Saved data entries:
▬▬▬▬▬▬

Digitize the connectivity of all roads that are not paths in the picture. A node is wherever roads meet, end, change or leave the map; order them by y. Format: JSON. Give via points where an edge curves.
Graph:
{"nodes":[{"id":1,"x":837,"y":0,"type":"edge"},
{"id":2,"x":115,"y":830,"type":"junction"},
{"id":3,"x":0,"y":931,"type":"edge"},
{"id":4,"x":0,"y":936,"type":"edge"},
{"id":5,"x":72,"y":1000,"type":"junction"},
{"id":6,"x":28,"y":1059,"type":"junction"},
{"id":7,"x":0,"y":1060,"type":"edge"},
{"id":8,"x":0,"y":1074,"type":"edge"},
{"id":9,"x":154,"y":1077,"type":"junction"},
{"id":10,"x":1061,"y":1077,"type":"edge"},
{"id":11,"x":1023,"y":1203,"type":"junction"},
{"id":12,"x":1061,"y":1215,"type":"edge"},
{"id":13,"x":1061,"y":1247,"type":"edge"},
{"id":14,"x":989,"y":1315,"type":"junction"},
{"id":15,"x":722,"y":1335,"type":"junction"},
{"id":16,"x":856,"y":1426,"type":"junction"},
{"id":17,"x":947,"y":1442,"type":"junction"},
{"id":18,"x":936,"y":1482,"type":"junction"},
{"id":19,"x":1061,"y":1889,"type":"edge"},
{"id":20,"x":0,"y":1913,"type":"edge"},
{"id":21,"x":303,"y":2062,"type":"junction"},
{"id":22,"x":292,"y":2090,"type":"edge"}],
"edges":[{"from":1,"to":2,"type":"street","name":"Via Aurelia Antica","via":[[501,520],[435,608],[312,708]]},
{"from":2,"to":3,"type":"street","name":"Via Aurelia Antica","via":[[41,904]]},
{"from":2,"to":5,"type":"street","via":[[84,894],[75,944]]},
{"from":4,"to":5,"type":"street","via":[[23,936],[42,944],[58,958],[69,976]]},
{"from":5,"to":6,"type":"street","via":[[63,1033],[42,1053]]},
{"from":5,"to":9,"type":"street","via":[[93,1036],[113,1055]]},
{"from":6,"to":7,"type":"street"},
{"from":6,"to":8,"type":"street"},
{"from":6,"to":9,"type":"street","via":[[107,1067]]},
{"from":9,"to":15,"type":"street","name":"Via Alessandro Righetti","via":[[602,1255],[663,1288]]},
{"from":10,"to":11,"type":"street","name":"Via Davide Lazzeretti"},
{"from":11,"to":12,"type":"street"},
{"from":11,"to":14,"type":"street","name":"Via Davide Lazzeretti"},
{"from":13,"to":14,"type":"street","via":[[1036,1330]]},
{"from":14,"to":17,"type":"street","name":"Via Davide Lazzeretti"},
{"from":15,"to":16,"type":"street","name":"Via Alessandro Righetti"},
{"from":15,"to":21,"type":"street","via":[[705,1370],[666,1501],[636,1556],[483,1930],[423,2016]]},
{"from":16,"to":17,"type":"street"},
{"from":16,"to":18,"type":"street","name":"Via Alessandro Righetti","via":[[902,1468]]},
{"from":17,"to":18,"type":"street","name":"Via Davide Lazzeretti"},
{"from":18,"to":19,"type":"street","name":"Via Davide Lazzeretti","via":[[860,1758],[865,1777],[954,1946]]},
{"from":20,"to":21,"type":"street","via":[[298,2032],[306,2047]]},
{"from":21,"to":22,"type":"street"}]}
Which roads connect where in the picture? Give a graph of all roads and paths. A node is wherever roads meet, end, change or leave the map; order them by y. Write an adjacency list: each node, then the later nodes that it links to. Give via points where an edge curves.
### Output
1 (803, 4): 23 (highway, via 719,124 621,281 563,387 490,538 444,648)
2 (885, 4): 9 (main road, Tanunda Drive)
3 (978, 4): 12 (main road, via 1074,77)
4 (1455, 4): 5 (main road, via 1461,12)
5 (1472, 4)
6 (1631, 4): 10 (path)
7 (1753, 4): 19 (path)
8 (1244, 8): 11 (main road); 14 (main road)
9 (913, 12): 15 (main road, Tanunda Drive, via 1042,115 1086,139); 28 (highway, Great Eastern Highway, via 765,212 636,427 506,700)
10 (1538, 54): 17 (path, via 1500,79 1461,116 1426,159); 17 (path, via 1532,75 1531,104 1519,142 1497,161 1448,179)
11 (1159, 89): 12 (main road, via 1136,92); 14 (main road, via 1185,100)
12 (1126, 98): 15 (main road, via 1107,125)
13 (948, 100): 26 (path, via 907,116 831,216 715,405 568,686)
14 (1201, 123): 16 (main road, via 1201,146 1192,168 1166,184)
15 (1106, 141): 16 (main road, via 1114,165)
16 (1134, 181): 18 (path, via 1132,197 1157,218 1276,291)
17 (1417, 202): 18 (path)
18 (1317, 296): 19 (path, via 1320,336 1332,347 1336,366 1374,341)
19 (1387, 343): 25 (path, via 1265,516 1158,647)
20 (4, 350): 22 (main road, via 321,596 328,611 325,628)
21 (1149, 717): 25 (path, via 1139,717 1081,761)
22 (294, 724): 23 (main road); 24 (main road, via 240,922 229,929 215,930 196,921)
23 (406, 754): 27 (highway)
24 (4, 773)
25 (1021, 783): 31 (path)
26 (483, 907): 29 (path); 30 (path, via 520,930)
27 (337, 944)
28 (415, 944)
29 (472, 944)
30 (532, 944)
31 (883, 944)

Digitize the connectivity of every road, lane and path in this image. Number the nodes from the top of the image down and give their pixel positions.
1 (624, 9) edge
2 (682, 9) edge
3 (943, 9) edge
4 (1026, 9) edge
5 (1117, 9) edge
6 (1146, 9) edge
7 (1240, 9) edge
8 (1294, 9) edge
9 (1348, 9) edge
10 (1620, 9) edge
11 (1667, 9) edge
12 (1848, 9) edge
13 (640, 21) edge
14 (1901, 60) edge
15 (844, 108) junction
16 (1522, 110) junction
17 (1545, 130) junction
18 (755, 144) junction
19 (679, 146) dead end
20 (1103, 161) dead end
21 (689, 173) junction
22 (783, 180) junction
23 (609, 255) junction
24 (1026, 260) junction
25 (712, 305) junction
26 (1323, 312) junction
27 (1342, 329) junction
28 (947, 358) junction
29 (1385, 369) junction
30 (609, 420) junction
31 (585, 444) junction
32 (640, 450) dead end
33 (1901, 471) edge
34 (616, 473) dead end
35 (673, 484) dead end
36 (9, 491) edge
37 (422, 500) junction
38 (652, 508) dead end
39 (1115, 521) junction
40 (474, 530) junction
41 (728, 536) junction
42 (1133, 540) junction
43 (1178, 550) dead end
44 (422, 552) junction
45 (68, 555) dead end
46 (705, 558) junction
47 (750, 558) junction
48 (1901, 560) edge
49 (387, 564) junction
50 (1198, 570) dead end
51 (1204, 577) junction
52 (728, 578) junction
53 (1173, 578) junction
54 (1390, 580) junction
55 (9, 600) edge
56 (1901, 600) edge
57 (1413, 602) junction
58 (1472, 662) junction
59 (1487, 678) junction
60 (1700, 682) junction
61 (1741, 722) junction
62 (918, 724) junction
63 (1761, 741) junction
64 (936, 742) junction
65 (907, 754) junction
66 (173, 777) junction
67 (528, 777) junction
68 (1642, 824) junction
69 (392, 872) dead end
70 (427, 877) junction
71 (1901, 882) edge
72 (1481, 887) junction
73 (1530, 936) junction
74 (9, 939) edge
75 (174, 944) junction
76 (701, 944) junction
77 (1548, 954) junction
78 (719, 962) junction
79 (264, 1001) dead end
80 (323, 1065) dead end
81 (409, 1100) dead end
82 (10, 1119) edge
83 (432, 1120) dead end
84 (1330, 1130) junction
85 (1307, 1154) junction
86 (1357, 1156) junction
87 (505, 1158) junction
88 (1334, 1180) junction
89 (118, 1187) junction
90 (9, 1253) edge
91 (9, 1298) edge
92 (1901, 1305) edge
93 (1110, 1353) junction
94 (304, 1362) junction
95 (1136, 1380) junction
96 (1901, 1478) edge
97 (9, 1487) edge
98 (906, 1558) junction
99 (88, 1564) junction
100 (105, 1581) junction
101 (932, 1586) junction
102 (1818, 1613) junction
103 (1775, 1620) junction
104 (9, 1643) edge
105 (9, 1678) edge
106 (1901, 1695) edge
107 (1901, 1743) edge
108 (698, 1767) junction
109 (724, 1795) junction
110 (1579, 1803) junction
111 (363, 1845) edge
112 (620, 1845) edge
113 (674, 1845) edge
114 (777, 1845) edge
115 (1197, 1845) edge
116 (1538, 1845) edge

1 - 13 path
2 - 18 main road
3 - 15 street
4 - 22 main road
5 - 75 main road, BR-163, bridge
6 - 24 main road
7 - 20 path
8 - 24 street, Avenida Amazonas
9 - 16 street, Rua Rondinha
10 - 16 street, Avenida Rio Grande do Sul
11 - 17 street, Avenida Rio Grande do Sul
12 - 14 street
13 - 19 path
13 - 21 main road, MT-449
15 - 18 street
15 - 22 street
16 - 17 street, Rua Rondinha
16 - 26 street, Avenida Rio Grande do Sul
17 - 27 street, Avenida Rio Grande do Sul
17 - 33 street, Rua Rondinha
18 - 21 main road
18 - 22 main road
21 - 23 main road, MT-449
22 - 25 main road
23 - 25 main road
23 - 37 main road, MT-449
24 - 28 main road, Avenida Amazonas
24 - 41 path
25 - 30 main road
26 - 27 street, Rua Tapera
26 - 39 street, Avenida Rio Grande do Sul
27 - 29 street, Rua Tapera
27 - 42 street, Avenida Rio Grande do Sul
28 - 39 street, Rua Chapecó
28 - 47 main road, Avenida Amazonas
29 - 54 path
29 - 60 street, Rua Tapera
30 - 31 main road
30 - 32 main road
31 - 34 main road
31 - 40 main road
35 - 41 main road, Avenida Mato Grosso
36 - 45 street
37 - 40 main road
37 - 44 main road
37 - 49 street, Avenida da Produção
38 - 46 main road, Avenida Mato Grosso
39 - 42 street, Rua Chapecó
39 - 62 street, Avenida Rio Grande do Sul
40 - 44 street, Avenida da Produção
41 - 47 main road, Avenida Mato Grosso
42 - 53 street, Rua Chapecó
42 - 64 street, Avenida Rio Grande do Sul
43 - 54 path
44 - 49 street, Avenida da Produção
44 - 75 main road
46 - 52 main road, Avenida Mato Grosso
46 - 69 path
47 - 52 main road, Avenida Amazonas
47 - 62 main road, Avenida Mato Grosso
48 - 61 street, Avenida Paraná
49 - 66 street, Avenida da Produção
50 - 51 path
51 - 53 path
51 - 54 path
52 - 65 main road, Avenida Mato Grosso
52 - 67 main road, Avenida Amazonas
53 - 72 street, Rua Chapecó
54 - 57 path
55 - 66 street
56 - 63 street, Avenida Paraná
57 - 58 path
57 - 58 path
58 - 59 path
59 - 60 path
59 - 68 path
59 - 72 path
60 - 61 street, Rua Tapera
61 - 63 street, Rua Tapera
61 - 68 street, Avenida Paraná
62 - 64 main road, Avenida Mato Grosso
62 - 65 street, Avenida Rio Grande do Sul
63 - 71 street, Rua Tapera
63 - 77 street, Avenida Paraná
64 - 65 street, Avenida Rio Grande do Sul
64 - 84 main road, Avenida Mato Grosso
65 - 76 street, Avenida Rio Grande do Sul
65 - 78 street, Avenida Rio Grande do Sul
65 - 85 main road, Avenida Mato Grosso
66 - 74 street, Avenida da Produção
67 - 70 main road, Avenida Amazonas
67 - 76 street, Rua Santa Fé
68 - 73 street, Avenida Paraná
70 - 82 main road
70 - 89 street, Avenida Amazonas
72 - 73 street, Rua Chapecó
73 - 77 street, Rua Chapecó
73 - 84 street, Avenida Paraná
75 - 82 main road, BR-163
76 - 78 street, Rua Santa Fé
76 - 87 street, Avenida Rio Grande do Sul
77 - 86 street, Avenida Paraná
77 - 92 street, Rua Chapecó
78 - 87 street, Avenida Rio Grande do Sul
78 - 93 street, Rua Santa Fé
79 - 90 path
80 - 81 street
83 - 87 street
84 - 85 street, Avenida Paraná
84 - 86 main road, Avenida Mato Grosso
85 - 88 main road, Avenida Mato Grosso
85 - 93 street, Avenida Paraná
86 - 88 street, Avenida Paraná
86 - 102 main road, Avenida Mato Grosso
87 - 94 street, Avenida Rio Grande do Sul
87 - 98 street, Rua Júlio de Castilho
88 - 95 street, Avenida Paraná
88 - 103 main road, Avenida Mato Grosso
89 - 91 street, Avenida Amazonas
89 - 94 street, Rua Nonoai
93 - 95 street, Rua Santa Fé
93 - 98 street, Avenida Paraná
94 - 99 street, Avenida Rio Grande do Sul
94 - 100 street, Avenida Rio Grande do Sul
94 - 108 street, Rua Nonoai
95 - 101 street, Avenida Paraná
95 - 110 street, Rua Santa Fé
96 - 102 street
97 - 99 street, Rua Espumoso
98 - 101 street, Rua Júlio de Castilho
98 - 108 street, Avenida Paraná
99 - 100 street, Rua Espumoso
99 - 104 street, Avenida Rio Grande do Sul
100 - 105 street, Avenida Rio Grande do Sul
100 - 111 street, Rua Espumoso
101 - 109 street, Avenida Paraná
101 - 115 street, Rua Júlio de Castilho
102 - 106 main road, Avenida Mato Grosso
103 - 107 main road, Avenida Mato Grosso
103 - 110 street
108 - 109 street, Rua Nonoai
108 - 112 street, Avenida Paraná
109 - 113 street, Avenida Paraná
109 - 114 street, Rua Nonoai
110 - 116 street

▬▬▬▬▬▬

■ The task ■
In the entries above, some lines may contain the string "Tanunda"; report how many, without additional comment.

■ Output of the exercise ■
2